But before you pull out your credit card, there are five things you should know before buying a D850….
1. A great sensor is only as good as the glass in front of it
I see this on the internet all the time - a photographer attributes too much value to the camera and disproportionately invests in cameras vs lenses. For instance, I recently met a photographer at a trade show who had a D850 and was looking to purchase an 18-400mm all-in-one zoom lens for his camera. The lenses he was looking at were sub-par quality, slow, and not of the same caliber as the D850. Yet he was confused why his photos were not as sharp as others on the internet.
I would recommend having twice as much money invested in lenses as you have in a camera body; the lenses will outlast your camera and a poor lens will only degrade the quality of the image.
Nikon publishes a list of recommended lenses for the D850. Of course they only recommend Nikon brand lenses, but if you study the list closely, you'll notice they are suggesting lenses with the quality needed to take advantage of the resolving power of the D850. There are no cheap all-in-one lenses on that list for a reason.
Personally, I will be using the following lenses with my D850 in order to maximize the quality of images this camera can make:
- Nikon Nikkor 14-24mm f/2.8 G ED IF AF-S
- Nikon Nikkor 24-70mm f/2.8 G ED IF AF-S
- Nikon Nikkor 70-200mm f/2.8 G ED VR II
- Nikon Nikkor 300mm f/4 E PF ED VR N AF-S
- Nikon Nikkor 200mm f/4 D Micro ED IF
- Canon 400mm f/2.8 FD L * (Modified to Nikon mount)
- Sigma 85mm f/1.4 DG HSM Art for Nikon
If your wallet can't stomach the idea of buying all of these lenses, I'd recommend looking at buying used lenses from KEH. Buy good glass - even if it's used!
2. You most likely need to buy a lot of new memory cards
The XQD memory card format used in the D850 is not extremely common - and while you might have a pile of SD memory cards laying around, it might be time to invest in new memory cards.

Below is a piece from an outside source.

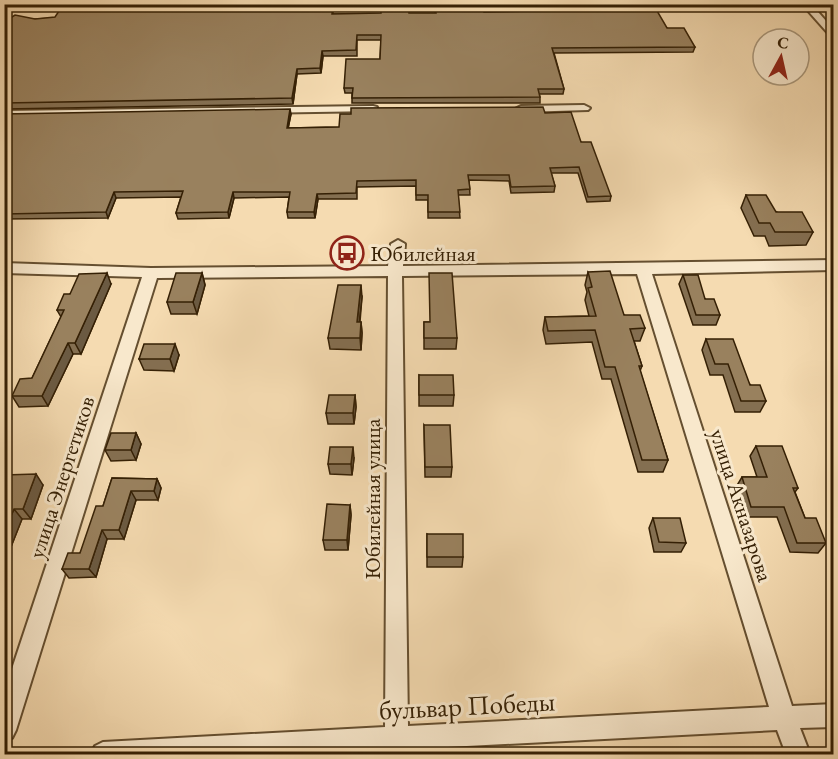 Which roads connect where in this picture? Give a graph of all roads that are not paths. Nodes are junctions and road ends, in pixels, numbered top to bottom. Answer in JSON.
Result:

Again, this is an area where quality matters. A cheap memory card won't have the same write speeds as a quality card, which again impacts the performance of the camera. As of late October 2017, a 128GB quality card cost around $200 each, and holds approximately 1,000 RAW images. Be prepared to drop a few hundred more dollars on cards (and a card reader)!
3. You probably need to calibrate your lenses
Have you ever calibrated a camera lens? Do you even know what that means?

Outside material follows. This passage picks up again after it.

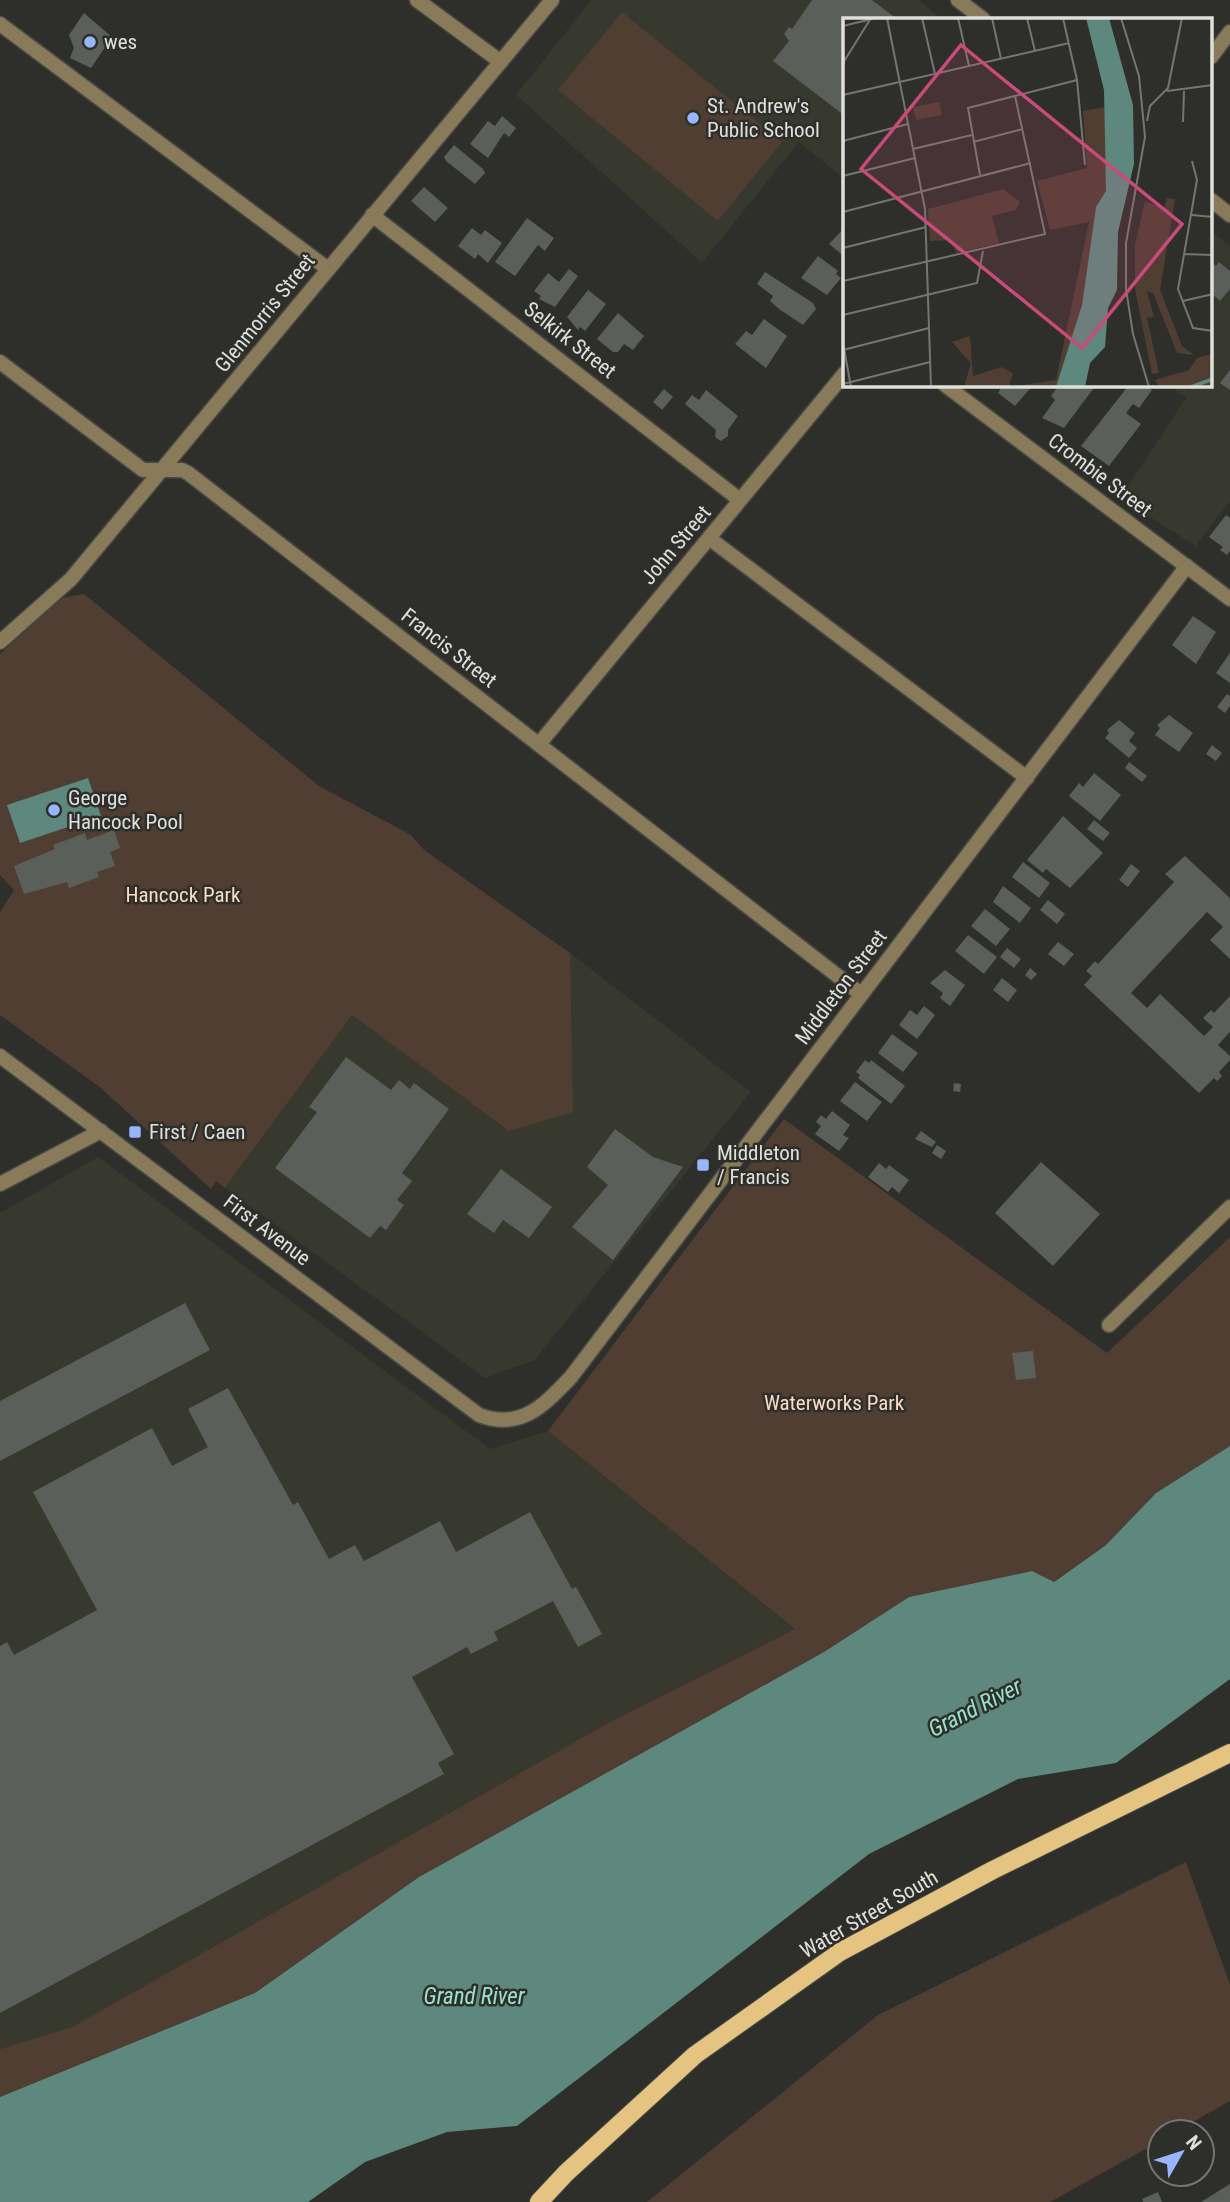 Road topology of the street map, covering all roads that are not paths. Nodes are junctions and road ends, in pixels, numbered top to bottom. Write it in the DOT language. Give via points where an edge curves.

Let's say you buy a D850 and mount your old Nikon 24-70mm lens to it. That specific combination of lens and camera were not calibrated by Nikon at the factory, so it's possible there is a minor error in the focusing. If that is the case, then the area you focus on won't be as sharp as it could be...defeating the value of the high resolution sensor.
I have been calibrating all of my lenses to the D850 and would say it is more essential with the extra resolution of the D850 than it might be with other bodies. In some cases, my lenses were seriously mis-calibrated and would have given me flat and less-sharp results. If you want to take advantage of every pixel, then you'll want each image to be as clear and sharp as possible!
4. If you want a D850, order from a local dealer
The wait list with major companies is months long, but a local smaller dealer will probably be able to get a camera faster. I was able to get my D850 within 3 weeks of joining a waitlist, and had two dealers get one in stock at the same time.
In other words, if you want to see a D850 this year, order locally.
5. Nikon will probably introduce a mirrorless full frame camera with the same sensor within a year
All of the rumors point to Nikon releasing a full frame mirrorless camera with the same high resolution D850 sensor within the next year. While we don't know much about this camera, if mirrorless appeals to you, then it might be worth waiting. There are no guarantees with these rumors, but I think the assessment is accurate. Before you drop $3k on a new camera, make sure you're not going to suffer buyers remorse in a few months!